*** Opening of Material provided ***

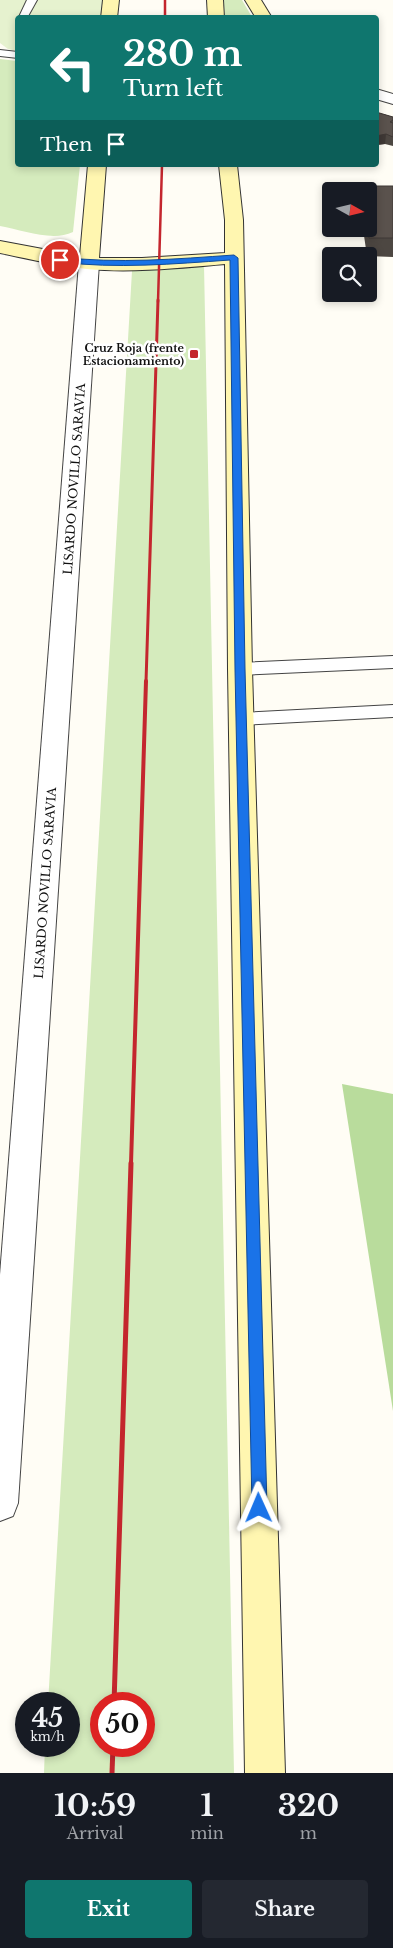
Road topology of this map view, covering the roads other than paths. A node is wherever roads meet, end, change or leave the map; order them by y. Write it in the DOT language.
graph roads {
  1 [pos="32,0"];
  2 [pos="111,0"];
  3 [pos="215,0"];
  4 [pos="253,0"];
  5 [pos="24,15"];
  6 [pos="109,15"];
  7 [pos="216,15"];
  8 [pos="262,15"];
  9 [pos="0,53"];
  10 [pos="15,55"];
  11 [pos="379,95"];
  12 [pos="393,100"];
  13 [pos="379,107"];
  14 [pos="393,112"];
  15 [pos="97,167"];
  16 [pos="228,167"];
  17 [pos="240,167"];
  18 [pos="234,220"];
  19 [pos="0,247"];
  20 [pos="234,258"];
  21 [pos="89,263"];
  22 [pos="393,662"];
  23 [pos="240,669"];
  24 [pos="393,711"];
  25 [pos="242,719"];
  26 [pos="0,1503"];
  27 [pos="265,1773"];
  1 -- 5 [label="lane"];
  2 -- 6 [label="main road"];
  3 -- 7 [label="main road"];
  4 -- 8 [label="main road"];
  9 -- 10 [label="lane"];
  11 -- 12 [label="street"];
  13 -- 14 [label="street"];
  15 -- 21 [label="main road"];
  16 -- 18 [label="main road"];
  17 -- 18 [label="main road"];
  18 -- 20 [label="main road"];
  19 -- 21 [label="main road"];
  20 -- 21 [label="main road"];
  20 -- 23 [label="main road"];
  21 -- 26 [label="street, LISARDO NOVILLO SARAVIA"];
  22 -- 23 [label="lane"];
  23 -- 25 [label="main road"];
  24 -- 25 [label="lane"];
  25 -- 27 [label="main road"];
}
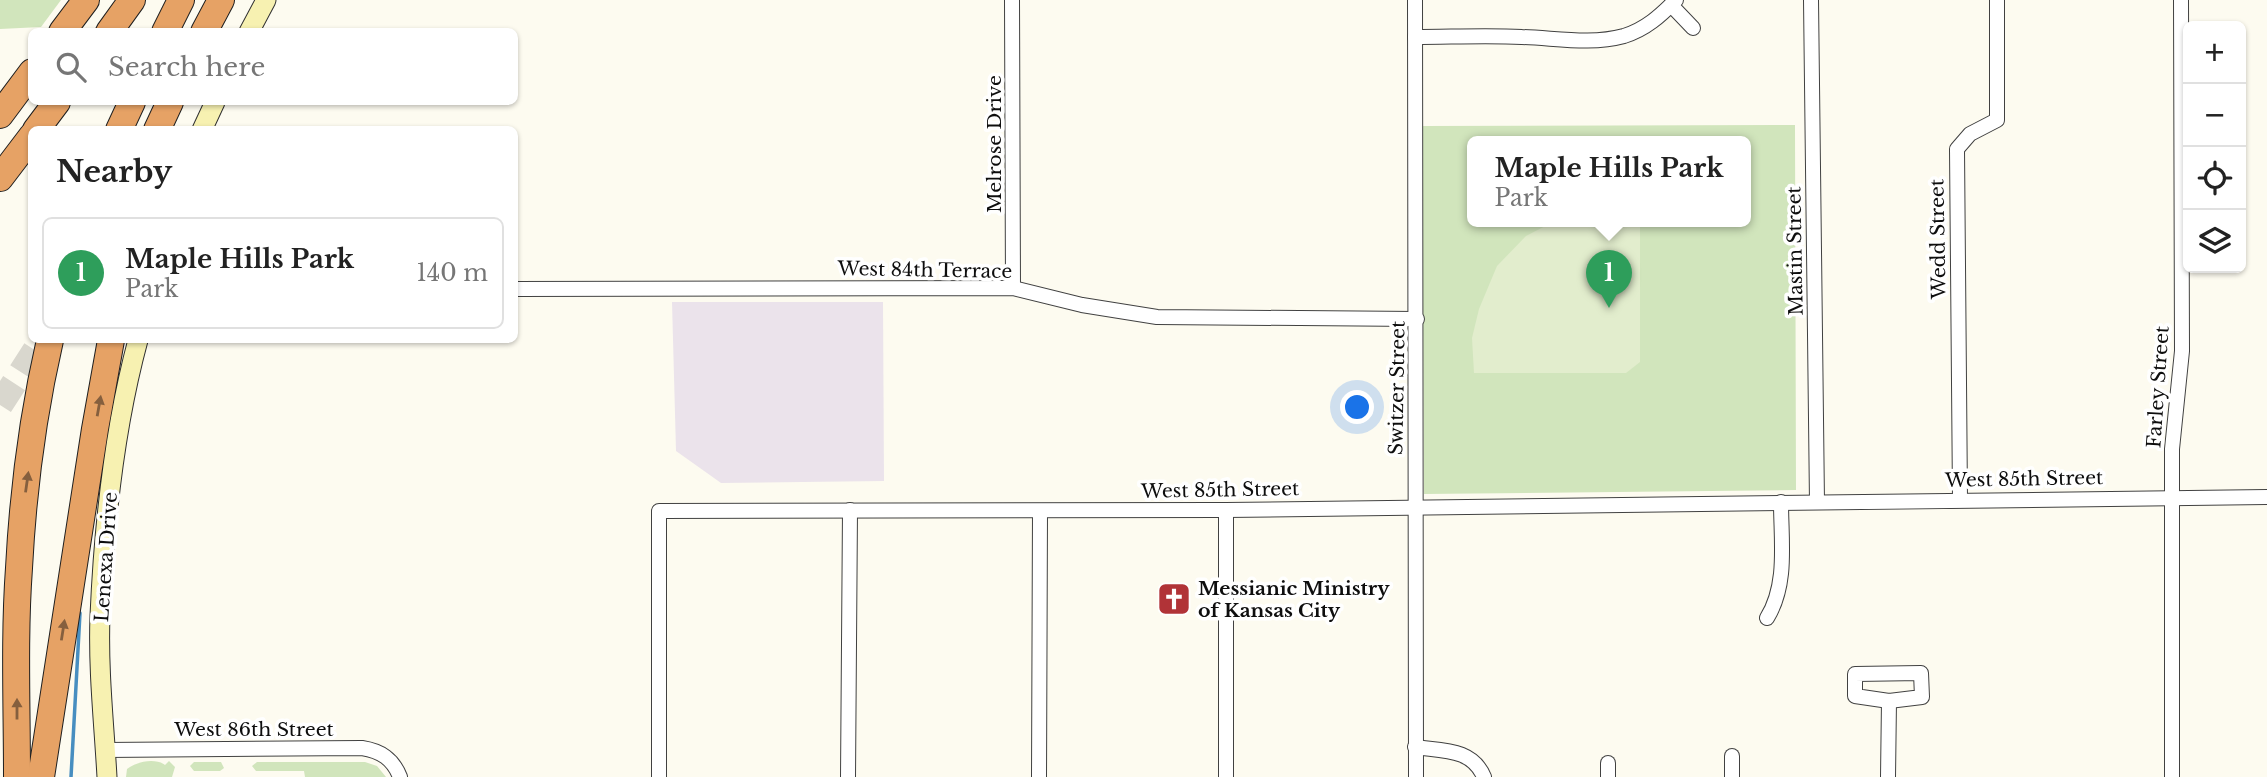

*** Close of Material provided ***

▶ _Task to complete_: Across the material, report every line that has the word "main".

▶ _Written response_:
  2 -- 6 [label="main road"];
  3 -- 7 [label="main road"];
  4 -- 8 [label="main road"];
  15 -- 21 [label="main road"];
  16 -- 18 [label="main road"];
  17 -- 18 [label="main road"];
  18 -- 20 [label="main road"];
  19 -- 21 [label="main road"];
  20 -- 21 [label="main road"];
  20 -- 23 [label="main road"];
  23 -- 25 [label="main road"];
  25 -- 27 [label="main road"];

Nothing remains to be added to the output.